Seeing the remarkable improvement in my page speed, I think that I will stick with it as long as the pricing is not too unreasonable.

Has anyone else been using Google’s Page Speed Service? What are your thoughts on it?

12 Responses to “Google Page Speed Service — A Short Review”

  1. So I take it, you haven’t been liking Cloudflare much at all? I was looking into it for Makeup Geek, but it made me a bit nervous. After seeing your comments, I’m kinda turned off altogether…

    • On the contrary, I liked CloudFlare during the time I used it. CloudFlare has much more features than Google Page Speed Service (for instance, security), and it did help speed up my site. And from what I’ve read, it seems like the results are different with each site — some are reporting that CloudFlare is doing a better job than Page Speed Service at page load times, while in cases like mine it’s the complete opposite.

      Like stated in the post, I really do miss CloudFlare’s reports. And while CloudFlare improves site security as well, I personally would prefer a faster site than a more secure site as I do not have much security threats to begin with.

      • Anonymous:

        CloudFlare’s security is really poor.
        Google CloudFlare vs Incapsula vs Modsecurity. And you shell see the result of CloudFlare’s security

  2. Oh ok — interesting! Thanks for the detailed reply.
    I’m actually interested in both the speed and the security. The security end is actually what got my attention with CloudFlare.

    So maybe I’ll keep tabs on it after all :) Just the playing with the DNS stuff makes me nervous :)

    Keep up the great work!

  3. Sahir:

    This probably explains why for the last few days, I have had trouble accessing your blog..

    • I’m sorry to hear that. Did you receive errors? If so, what type?

      • Sahir:

        through Google reader, the text was displayed but images couldn’t be loaded.
        Accessing the blog website directly, got errors about DNS CNAME entries. I didn’t capture them, sorry.
        By the time of this blog post, it was working fine already.

  4. Yeah, Google’s documentation is not exactly clear, which is why I wrote a guide about it on my blog.

    I’m still using W3 Total Cache though + Google Page Speed Service. Are you saying the cache plug-in is no longer necessary? Like you, I used to use CloudFlare + W3 Total Cache. Now I’m trying Google’s. Performance wise is not much different, a little bit better.

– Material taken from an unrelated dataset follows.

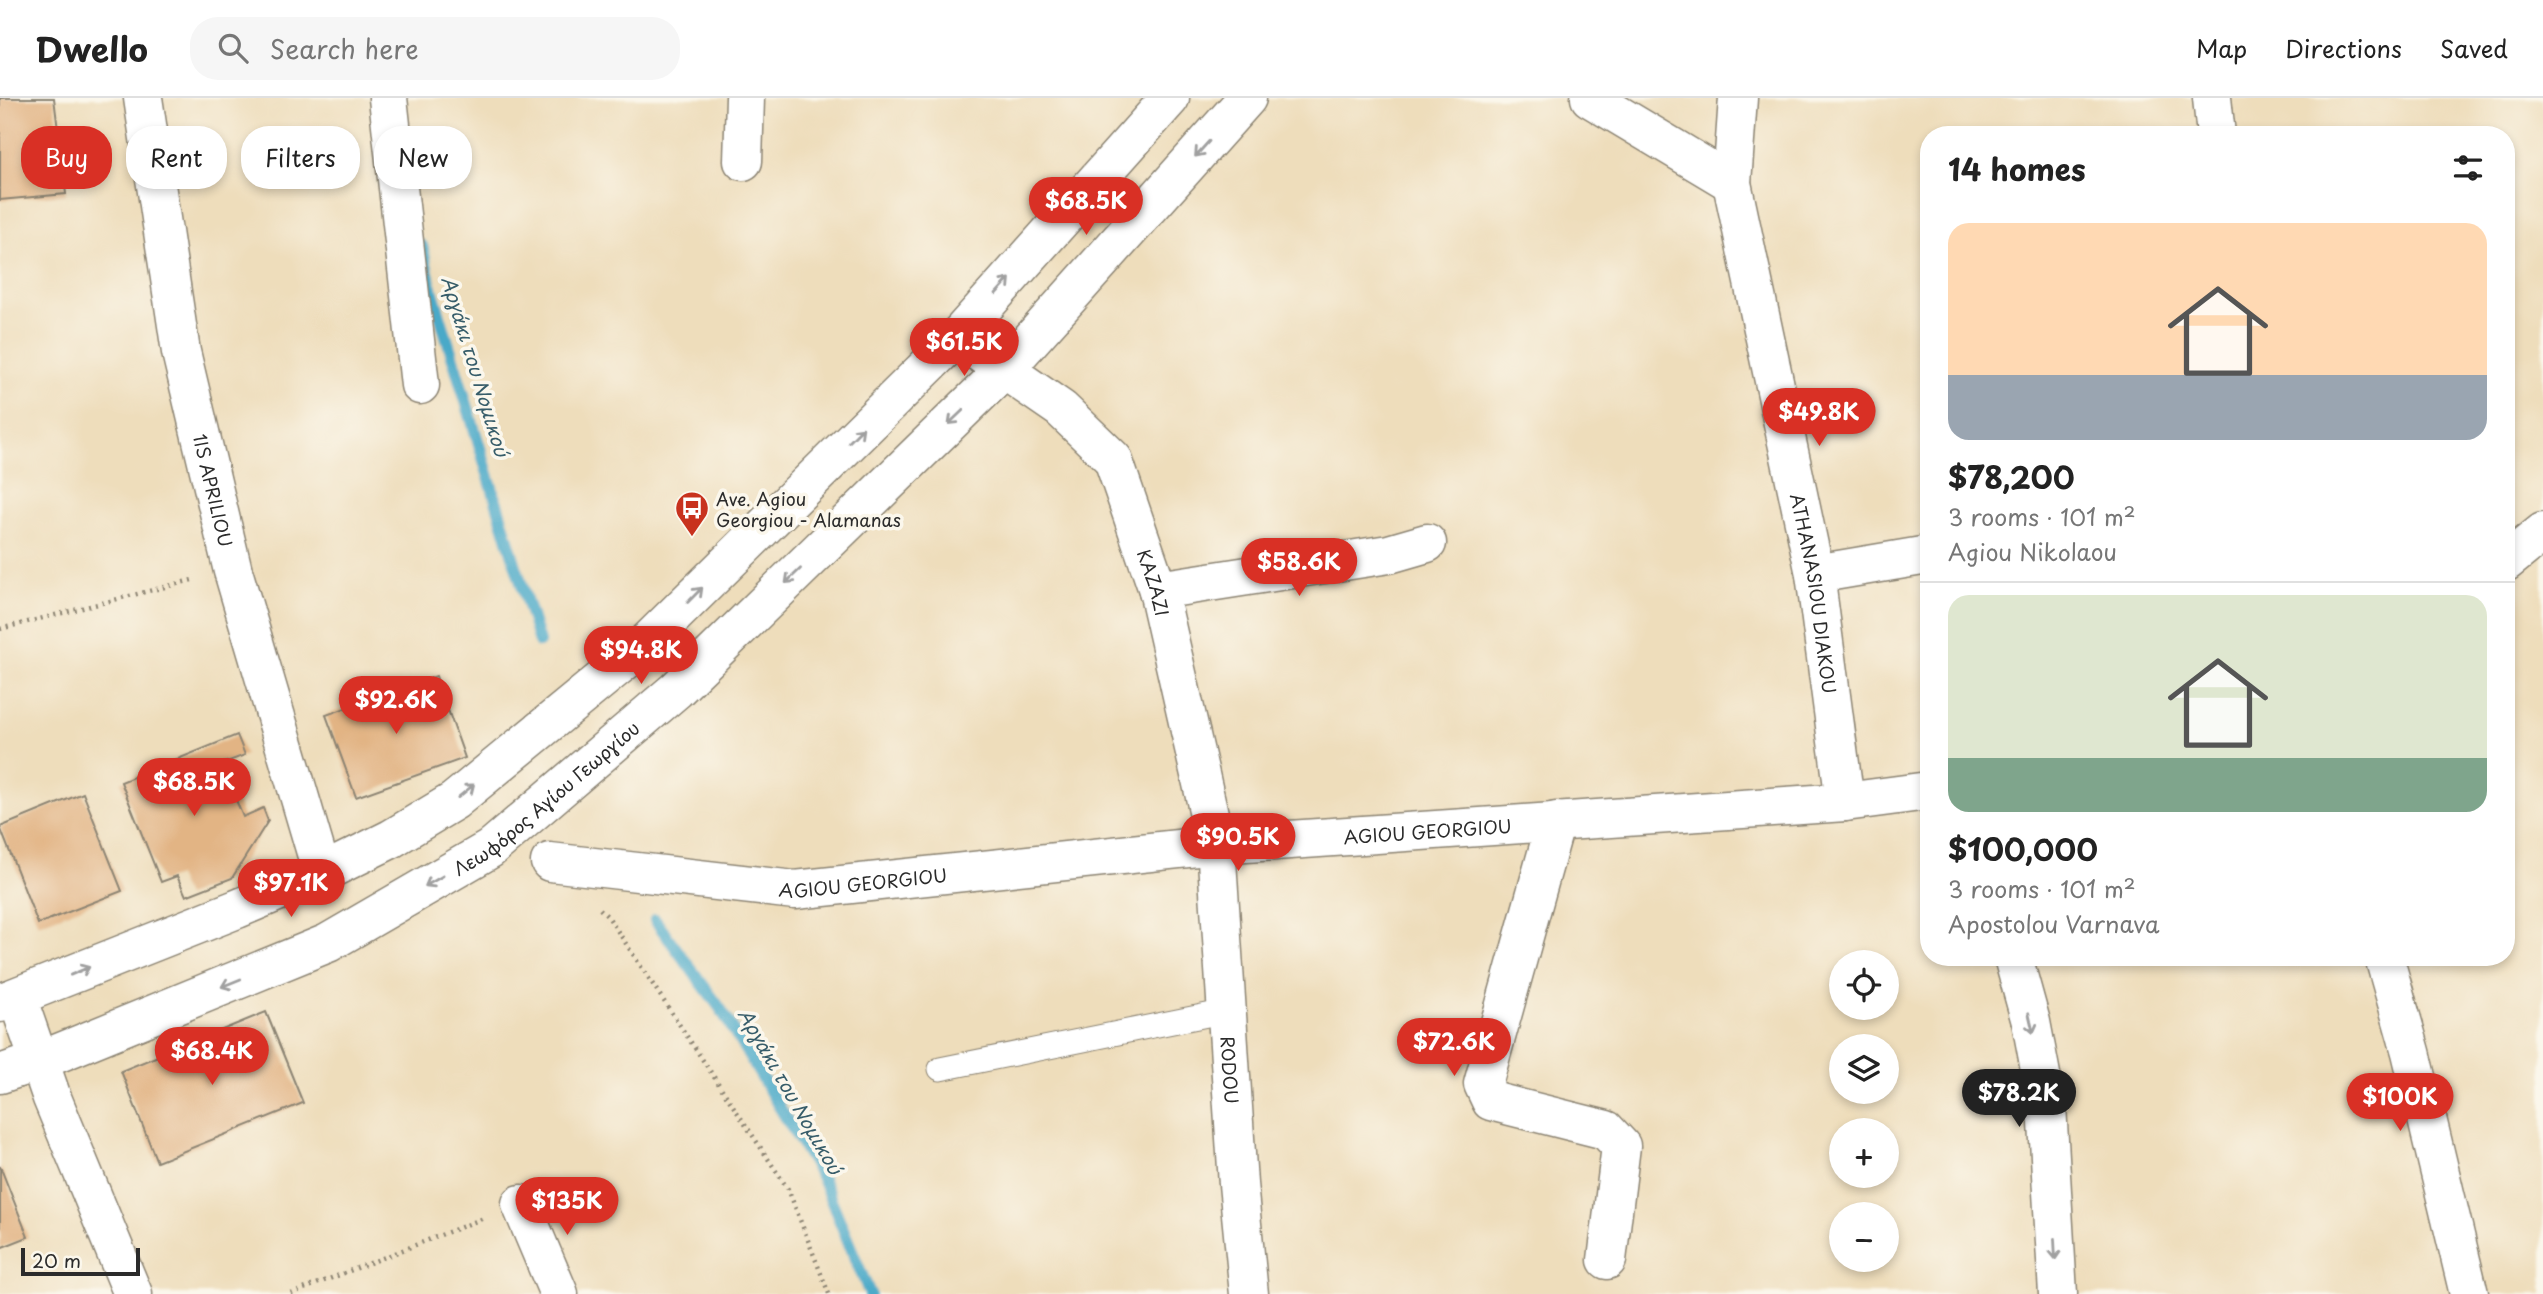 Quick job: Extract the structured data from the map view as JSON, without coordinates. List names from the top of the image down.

    Should I take out W3 Total Cache? I thought they do different things

    • I think it would depend on your website. For me, I did comparison tests between the following:

      -W3 Total Cache + CloudFlare + Google PSS
      -W3 Total Cache + CloudFlare
      -W3 Total Cache + Google PSS
      -Google PSS

      And I found that there really wasn’t that much of a difference between W3 Total Cache + CloudFlare + Google PSS, and just Google PSS by itself. So I decided to disable W3 Total Cache and CloudFlare because they’re just two additional services my visitors would have to go through, and for me to rely on. (Additionally, I do not require the extra security that CloudFlare offers…knock on wood.)

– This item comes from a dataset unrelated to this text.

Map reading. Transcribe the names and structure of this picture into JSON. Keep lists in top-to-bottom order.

      However, I do know from various forums that these results vary with different websites. So I would suggest running comparison tests to see what would be the most ideal for your situation.

  5. I wanted to try Google Page Speed on my bare domain (http://truvoipbuzz.com – without the www), but Page Speed would not work with the bare domain. Hence, trying out Cloudflare now and am happy with it so far.

    • NomDeGuerre:

      An asinine requirement of PageSpeed.
      Generally, I think www should work for publicly accessible corporate sites (otherwise, some users won’t find your website!), but my opinion is that it should redirect to the bare domain. For forums, blogs, search engines, portals, intranet sites, etc., I think this is more a personal preference, and it is perfectly o.k. to not handle/support www at all. www is a crutch for newbies and I tire of seeing users prefixing it to everything they put in a browser address field, as if www is some magic potion to ward off 404s. Requiring it like PageSpeed does only reinforces this relic of old. C’mon Google, on with the times!